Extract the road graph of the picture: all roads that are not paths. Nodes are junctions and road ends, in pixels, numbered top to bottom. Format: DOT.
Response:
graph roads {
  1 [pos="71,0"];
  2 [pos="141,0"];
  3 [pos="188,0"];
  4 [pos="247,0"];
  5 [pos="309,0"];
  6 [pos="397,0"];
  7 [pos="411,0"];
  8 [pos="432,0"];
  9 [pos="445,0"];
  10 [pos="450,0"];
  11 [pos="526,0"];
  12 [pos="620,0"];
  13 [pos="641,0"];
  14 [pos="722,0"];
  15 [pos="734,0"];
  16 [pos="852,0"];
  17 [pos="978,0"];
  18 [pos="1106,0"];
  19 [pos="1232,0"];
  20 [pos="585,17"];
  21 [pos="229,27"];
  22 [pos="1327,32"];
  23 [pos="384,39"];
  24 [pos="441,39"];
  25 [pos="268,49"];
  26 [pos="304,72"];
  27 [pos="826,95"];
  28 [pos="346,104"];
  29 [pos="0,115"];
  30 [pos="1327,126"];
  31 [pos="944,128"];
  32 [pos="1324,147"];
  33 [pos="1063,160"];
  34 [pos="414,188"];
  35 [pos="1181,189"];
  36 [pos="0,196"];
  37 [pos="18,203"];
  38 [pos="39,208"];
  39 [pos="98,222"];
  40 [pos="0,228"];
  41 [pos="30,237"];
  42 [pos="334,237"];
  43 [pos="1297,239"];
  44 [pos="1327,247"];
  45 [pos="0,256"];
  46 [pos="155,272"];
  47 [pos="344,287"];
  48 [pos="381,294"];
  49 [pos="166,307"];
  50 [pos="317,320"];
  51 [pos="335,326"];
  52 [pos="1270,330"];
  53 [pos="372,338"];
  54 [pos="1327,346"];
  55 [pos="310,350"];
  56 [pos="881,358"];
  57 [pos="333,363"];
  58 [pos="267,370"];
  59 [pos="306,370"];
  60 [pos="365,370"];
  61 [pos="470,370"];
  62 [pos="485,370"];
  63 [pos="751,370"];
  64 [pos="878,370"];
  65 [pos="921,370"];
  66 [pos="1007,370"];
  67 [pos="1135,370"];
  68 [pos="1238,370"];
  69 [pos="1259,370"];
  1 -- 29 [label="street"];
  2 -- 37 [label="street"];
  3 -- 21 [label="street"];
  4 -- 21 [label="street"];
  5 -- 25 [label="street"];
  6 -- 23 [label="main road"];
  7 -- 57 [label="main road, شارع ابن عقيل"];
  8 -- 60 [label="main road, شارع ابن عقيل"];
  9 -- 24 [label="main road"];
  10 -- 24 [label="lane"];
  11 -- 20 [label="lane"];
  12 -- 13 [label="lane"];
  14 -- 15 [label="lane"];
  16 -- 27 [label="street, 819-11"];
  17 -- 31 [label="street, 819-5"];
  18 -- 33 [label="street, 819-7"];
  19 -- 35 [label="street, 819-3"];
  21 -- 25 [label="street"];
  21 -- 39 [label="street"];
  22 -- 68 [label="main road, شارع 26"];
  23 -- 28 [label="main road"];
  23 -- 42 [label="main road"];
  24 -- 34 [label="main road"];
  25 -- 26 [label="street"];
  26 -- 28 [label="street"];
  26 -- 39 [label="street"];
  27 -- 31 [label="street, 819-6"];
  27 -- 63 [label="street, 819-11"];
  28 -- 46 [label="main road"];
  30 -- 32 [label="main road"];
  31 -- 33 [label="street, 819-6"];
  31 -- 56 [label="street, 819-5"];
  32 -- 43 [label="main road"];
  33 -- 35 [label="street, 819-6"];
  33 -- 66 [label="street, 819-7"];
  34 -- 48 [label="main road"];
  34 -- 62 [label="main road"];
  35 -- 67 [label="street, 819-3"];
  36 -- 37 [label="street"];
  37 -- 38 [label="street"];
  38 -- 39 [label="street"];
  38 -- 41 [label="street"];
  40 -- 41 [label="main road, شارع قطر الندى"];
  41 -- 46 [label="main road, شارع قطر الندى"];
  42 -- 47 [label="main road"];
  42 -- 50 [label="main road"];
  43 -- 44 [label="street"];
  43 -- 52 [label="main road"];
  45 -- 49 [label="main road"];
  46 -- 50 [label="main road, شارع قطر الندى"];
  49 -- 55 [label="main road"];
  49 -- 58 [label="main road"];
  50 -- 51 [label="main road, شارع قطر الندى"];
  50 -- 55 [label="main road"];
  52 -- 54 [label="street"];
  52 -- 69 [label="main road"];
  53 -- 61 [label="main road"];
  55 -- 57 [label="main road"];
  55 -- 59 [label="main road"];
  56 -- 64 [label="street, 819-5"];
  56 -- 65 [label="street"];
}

-- REQUIREMENT --
Word for word, restate each of the records above.

-- OUTPUT FOR THIS EXERCISE --
Extract the road graph of the picture: all roads that are not paths. Nodes are junctions and road ends, in pixels, numbered top to bottom. Format: DOT.
Response:
graph roads {
  1 [pos="71,0"];
  2 [pos="141,0"];
  3 [pos="188,0"];
  4 [pos="247,0"];
  5 [pos="309,0"];
  6 [pos="397,0"];
  7 [pos="411,0"];
  8 [pos="432,0"];
  9 [pos="445,0"];
  10 [pos="450,0"];
  11 [pos="526,0"];
  12 [pos="620,0"];
  13 [pos="641,0"];
  14 [pos="722,0"];
  15 [pos="734,0"];
  16 [pos="852,0"];
  17 [pos="978,0"];
  18 [pos="1106,0"];
  19 [pos="1232,0"];
  20 [pos="585,17"];
  21 [pos="229,27"];
  22 [pos="1327,32"];
  23 [pos="384,39"];
  24 [pos="441,39"];
  25 [pos="268,49"];
  26 [pos="304,72"];
  27 [pos="826,95"];
  28 [pos="346,104"];
  29 [pos="0,115"];
  30 [pos="1327,126"];
  31 [pos="944,128"];
  32 [pos="1324,147"];
  33 [pos="1063,160"];
  34 [pos="414,188"];
  35 [pos="1181,189"];
  36 [pos="0,196"];
  37 [pos="18,203"];
  38 [pos="39,208"];
  39 [pos="98,222"];
  40 [pos="0,228"];
  41 [pos="30,237"];
  42 [pos="334,237"];
  43 [pos="1297,239"];
  44 [pos="1327,247"];
  45 [pos="0,256"];
  46 [pos="155,272"];
  47 [pos="344,287"];
  48 [pos="381,294"];
  49 [pos="166,307"];
  50 [pos="317,320"];
  51 [pos="335,326"];
  52 [pos="1270,330"];
  53 [pos="372,338"];
  54 [pos="1327,346"];
  55 [pos="310,350"];
  56 [pos="881,358"];
  57 [pos="333,363"];
  58 [pos="267,370"];
  59 [pos="306,370"];
  60 [pos="365,370"];
  61 [pos="470,370"];
  62 [pos="485,370"];
  63 [pos="751,370"];
  64 [pos="878,370"];
  65 [pos="921,370"];
  66 [pos="1007,370"];
  67 [pos="1135,370"];
  68 [pos="1238,370"];
  69 [pos="1259,370"];
  1 -- 29 [label="street"];
  2 -- 37 [label="street"];
  3 -- 21 [label="street"];
  4 -- 21 [label="street"];
  5 -- 25 [label="street"];
  6 -- 23 [label="main road"];
  7 -- 57 [label="main road, شارع ابن عقيل"];
  8 -- 60 [label="main road, شارع ابن عقيل"];
  9 -- 24 [label="main road"];
  10 -- 24 [label="lane"];
  11 -- 20 [label="lane"];
  12 -- 13 [label="lane"];
  14 -- 15 [label="lane"];
  16 -- 27 [label="street, 819-11"];
  17 -- 31 [label="street, 819-5"];
  18 -- 33 [label="street, 819-7"];
  19 -- 35 [label="street, 819-3"];
  21 -- 25 [label="street"];
  21 -- 39 [label="street"];
  22 -- 68 [label="main road, شارع 26"];
  23 -- 28 [label="main road"];
  23 -- 42 [label="main road"];
  24 -- 34 [label="main road"];
  25 -- 26 [label="street"];
  26 -- 28 [label="street"];
  26 -- 39 [label="street"];
  27 -- 31 [label="street, 819-6"];
  27 -- 63 [label="street, 819-11"];
  28 -- 46 [label="main road"];
  30 -- 32 [label="main road"];
  31 -- 33 [label="street, 819-6"];
  31 -- 56 [label="street, 819-5"];
  32 -- 43 [label="main road"];
  33 -- 35 [label="street, 819-6"];
  33 -- 66 [label="street, 819-7"];
  34 -- 48 [label="main road"];
  34 -- 62 [label="main road"];
  35 -- 67 [label="street, 819-3"];
  36 -- 37 [label="street"];
  37 -- 38 [label="street"];
  38 -- 39 [label="street"];
  38 -- 41 [label="street"];
  40 -- 41 [label="main road, شارع قطر الندى"];
  41 -- 46 [label="main road, شارع قطر الندى"];
  42 -- 47 [label="main road"];
  42 -- 50 [label="main road"];
  43 -- 44 [label="street"];
  43 -- 52 [label="main road"];
  45 -- 49 [label="main road"];
  46 -- 50 [label="main road, شارع قطر الندى"];
  49 -- 55 [label="main road"];
  49 -- 58 [label="main road"];
  50 -- 51 [label="main road, شارع قطر الندى"];
  50 -- 55 [label="main road"];
  52 -- 54 [label="street"];
  52 -- 69 [label="main road"];
  53 -- 61 [label="main road"];
  55 -- 57 [label="main road"];
  55 -- 59 [label="main road"];
  56 -- 64 [label="street, 819-5"];
  56 -- 65 [label="street"];
}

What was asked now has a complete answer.